The required result is a copy of each line below in which "nodes" appears.

• [Data for analysis]:
****************

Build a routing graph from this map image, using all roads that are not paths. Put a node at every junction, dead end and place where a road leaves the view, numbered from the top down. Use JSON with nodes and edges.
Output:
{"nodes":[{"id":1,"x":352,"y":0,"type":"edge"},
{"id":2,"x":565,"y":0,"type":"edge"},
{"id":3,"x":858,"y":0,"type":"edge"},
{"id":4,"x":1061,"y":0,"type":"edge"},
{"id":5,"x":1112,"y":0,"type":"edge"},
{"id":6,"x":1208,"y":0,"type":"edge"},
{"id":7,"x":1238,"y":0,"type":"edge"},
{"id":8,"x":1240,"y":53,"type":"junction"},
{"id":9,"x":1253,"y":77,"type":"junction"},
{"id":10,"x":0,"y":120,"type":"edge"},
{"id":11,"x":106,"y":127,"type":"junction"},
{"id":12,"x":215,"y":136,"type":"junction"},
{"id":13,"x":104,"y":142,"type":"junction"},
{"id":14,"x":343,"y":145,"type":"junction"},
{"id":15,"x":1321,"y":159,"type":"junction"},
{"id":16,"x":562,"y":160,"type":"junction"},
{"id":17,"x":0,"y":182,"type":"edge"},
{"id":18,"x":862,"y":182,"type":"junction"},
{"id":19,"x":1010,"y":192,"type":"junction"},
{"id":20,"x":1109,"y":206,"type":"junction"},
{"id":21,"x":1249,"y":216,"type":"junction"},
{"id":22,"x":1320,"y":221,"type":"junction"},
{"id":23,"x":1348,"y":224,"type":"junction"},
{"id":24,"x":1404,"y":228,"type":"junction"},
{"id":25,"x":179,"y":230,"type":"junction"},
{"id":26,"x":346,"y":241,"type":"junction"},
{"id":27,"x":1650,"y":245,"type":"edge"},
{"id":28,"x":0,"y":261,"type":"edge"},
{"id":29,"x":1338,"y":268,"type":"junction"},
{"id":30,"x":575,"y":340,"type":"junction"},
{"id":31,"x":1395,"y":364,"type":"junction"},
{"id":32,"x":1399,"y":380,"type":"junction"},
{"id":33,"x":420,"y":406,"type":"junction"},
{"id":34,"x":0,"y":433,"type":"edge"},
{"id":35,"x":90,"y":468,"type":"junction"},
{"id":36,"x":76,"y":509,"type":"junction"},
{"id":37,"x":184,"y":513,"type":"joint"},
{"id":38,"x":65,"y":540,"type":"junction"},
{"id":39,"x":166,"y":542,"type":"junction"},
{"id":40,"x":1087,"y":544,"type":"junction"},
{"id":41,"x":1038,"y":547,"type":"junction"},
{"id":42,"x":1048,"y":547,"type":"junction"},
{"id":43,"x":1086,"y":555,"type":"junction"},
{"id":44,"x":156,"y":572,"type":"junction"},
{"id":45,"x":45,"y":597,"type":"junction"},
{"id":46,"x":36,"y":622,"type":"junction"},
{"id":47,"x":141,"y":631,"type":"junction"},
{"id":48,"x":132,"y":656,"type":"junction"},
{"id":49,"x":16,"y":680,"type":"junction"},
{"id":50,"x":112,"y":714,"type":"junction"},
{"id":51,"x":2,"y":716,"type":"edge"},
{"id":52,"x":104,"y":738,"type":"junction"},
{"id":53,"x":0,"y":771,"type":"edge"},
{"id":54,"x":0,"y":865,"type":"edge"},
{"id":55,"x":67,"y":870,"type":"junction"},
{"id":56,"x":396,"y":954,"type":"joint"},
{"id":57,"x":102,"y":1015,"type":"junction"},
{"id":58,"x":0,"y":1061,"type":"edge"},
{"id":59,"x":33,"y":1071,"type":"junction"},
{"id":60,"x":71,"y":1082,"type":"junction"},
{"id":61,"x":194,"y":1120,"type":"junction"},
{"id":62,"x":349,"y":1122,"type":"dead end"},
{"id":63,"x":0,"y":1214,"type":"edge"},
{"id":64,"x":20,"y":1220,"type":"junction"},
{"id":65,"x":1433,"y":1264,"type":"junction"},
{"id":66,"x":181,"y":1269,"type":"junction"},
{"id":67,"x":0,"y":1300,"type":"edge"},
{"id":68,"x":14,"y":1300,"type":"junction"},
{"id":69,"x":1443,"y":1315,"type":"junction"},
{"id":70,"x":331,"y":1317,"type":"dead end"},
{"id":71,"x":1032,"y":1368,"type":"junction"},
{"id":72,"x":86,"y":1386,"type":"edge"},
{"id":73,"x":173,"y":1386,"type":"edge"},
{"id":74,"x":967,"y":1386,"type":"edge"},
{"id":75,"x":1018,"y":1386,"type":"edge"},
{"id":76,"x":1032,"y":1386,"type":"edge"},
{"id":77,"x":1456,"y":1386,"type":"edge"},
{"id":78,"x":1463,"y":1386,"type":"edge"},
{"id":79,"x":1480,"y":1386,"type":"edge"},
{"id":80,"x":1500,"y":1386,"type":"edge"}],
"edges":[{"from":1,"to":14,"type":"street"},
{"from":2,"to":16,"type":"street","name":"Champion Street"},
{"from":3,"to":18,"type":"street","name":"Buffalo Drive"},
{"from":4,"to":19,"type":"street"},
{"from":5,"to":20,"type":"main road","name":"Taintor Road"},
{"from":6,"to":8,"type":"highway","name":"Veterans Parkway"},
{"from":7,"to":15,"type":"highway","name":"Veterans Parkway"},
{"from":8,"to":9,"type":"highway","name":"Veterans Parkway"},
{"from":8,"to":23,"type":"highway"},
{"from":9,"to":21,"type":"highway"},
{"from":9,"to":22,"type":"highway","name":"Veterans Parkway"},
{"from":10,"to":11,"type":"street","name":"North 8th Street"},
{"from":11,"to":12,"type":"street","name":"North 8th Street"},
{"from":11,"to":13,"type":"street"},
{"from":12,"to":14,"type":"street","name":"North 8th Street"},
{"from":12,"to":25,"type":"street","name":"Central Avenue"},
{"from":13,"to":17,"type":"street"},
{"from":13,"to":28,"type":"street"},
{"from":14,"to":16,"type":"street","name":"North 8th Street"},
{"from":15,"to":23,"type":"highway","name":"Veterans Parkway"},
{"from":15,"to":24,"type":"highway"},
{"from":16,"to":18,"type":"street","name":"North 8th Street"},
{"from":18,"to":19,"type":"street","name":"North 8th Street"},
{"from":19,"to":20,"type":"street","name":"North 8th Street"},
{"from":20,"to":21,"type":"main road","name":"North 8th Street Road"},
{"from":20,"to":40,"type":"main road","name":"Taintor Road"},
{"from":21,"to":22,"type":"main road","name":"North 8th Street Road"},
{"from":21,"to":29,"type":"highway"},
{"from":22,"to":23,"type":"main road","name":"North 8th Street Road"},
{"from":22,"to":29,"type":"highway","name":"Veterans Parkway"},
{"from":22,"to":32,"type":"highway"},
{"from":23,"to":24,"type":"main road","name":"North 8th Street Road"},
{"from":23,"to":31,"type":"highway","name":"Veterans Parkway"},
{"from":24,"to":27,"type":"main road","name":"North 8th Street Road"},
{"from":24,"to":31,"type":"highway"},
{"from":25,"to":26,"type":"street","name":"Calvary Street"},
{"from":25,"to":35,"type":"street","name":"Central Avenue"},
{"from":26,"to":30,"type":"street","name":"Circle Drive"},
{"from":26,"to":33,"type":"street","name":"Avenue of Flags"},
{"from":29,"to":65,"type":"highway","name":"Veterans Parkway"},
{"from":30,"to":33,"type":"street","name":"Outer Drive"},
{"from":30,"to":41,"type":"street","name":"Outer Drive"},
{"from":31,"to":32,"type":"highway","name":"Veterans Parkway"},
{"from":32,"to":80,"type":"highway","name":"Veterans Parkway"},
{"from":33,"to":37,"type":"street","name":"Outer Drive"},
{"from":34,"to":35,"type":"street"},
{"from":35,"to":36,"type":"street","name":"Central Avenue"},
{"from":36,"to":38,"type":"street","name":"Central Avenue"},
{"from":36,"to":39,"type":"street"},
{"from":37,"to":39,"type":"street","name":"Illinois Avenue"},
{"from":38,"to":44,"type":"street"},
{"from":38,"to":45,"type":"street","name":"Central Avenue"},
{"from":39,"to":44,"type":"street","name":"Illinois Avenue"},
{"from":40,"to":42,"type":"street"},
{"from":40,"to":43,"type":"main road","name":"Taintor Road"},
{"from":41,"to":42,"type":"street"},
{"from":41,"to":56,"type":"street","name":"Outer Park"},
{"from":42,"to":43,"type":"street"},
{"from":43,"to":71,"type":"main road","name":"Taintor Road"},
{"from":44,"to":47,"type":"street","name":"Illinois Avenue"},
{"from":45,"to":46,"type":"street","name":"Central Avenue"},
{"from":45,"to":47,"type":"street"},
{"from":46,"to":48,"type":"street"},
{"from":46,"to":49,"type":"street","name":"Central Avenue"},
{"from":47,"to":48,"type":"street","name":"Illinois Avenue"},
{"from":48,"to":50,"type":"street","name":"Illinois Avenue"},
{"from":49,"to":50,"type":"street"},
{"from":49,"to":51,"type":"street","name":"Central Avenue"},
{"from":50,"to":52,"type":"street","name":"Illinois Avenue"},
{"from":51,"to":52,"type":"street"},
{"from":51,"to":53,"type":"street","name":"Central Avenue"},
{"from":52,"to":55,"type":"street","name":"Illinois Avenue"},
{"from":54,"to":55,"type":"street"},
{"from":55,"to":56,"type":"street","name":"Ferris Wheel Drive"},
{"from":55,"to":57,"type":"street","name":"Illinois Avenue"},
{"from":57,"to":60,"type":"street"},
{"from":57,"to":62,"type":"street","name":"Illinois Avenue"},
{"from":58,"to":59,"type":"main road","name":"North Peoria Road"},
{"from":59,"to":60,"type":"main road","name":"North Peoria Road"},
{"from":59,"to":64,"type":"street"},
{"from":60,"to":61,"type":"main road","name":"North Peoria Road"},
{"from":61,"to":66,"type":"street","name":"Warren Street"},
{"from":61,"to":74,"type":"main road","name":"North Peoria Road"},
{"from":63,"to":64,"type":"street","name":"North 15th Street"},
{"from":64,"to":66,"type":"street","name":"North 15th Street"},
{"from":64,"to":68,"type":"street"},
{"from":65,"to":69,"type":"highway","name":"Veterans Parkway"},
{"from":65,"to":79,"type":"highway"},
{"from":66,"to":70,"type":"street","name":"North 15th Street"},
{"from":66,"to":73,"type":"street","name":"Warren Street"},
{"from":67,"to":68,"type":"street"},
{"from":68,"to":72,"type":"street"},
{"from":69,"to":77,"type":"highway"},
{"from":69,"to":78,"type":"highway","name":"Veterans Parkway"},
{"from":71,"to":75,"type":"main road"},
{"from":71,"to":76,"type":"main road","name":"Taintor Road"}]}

****************

• [Solution for this problem]:
Build a routing graph from this map image, using all roads that are not paths. Put a node at every junction, dead end and place where a road leaves the view, numbered from the top down. Use JSON with nodes and edges.
{"nodes":[{"id":1,"x":352,"y":0,"type":"edge"},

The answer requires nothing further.